From: Dan Connolly <connolly@w3.org>
Date: Thu, 20 May 1999 12:38:01 -0500
To: www-xml-infoset-comments@w3.org
Message-ID: <37444879.7CDC0E63@w3.org>
The spec says:

"There is one processing instruction information item for
every processing instruction in the document."
-- http://www.w3.org/TR/1999/WD-xml-infoset-19990517#infoitem.pi

but I don't see any specification of how to count how many
processing instructions there are in an XML document.

For example, how many processing instructions are there in the
following document?

	<!DOCTYPE foo [
	<!ENTITY piShorthand "<?any pi?>">
	]>
	<foo>&piShorthand;&piShorthand;&piShorthand;</foo>

Strictly following the XML 1.0 grammar, you won't encounter
the PI production *at all*.

In fact, I can't find anything in the XML 1.0 spec
that says the following has more than one element:

	<!DOCTYPE foo [
	<!ENTITY elshorthand "<xxx/>">
	]>
	<foo>&elShorthand;&elShorthand;&elShorthand;</foo>

The section "4.1 Character and Entity References" doesn't
say "when you see an entity reference, dereference it and
parse the contents inline." It doesn't even have
a reference to section 4.4
http://www.w3.org/TR/1998/REC-xml-19980210#entproc

There's some stuff in
http://www.w3.org/TR/1998/REC-xml-19980210#included

	An entity is included when its replacement text is
	retrieved and processed, in place of the reference
	itself, as though it were part of the document at the
	location the reference was recognized.

whatever that means.


More on counting...

under "2.1. The Document Information Item"

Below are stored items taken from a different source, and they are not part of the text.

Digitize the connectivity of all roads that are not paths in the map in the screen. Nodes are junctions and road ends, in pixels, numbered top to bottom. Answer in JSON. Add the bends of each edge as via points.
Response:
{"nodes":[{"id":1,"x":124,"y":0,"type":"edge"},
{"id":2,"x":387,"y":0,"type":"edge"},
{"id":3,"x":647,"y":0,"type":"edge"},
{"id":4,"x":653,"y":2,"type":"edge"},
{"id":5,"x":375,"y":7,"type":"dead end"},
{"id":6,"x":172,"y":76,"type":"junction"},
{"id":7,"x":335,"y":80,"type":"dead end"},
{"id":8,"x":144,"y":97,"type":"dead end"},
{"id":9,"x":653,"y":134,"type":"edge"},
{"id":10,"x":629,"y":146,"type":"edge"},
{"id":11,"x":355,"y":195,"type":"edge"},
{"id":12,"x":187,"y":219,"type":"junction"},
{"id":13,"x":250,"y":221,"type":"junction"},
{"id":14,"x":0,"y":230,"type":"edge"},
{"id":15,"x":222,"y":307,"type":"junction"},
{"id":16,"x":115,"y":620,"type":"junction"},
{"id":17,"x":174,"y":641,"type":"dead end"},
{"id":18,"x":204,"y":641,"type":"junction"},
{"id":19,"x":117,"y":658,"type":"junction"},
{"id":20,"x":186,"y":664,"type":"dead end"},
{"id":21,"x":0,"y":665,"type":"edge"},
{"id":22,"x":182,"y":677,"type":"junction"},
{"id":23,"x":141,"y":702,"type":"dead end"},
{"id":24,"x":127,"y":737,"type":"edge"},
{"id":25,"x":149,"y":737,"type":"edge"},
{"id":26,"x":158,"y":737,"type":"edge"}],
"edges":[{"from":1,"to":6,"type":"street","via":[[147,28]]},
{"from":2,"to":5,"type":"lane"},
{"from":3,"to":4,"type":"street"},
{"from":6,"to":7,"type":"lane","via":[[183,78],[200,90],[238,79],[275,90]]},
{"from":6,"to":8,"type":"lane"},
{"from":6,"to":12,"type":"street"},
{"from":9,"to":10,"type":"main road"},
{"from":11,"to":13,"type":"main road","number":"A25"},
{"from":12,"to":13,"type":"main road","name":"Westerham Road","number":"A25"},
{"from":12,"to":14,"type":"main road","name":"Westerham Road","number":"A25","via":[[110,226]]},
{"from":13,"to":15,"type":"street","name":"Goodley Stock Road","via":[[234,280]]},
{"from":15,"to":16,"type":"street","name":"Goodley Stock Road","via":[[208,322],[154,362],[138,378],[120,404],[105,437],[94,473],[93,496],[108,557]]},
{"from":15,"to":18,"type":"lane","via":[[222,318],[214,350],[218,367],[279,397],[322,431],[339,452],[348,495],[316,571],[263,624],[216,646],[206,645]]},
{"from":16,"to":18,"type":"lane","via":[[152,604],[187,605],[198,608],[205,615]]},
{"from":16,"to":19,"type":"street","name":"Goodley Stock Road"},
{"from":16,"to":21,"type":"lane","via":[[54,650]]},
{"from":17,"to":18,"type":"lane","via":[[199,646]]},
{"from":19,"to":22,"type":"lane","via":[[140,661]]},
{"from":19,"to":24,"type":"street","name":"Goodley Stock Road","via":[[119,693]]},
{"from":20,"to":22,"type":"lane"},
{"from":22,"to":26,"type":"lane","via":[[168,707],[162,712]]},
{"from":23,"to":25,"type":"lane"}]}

	"There is always one document information item in the
	information set, ..."

That makes it sound like there's only one information set in the
world, like there's only one set of integers in the world.

I suggest

	"There is always one document information item in the
	information set of an XML document, ..."

Under "2.1.1. Document: Required Properties"

	"2.An unordered set of notation information items,
	one for each notation declaration that the XML
	processor has read." 

That says that the information set is not just
a function of an XML document, but also a function of
the behaviour of a processor used to read it. Surely
that's not what you meant, right?

I suggest:

	2. a set of notation information items, one for
	each notation declaration in the XML document.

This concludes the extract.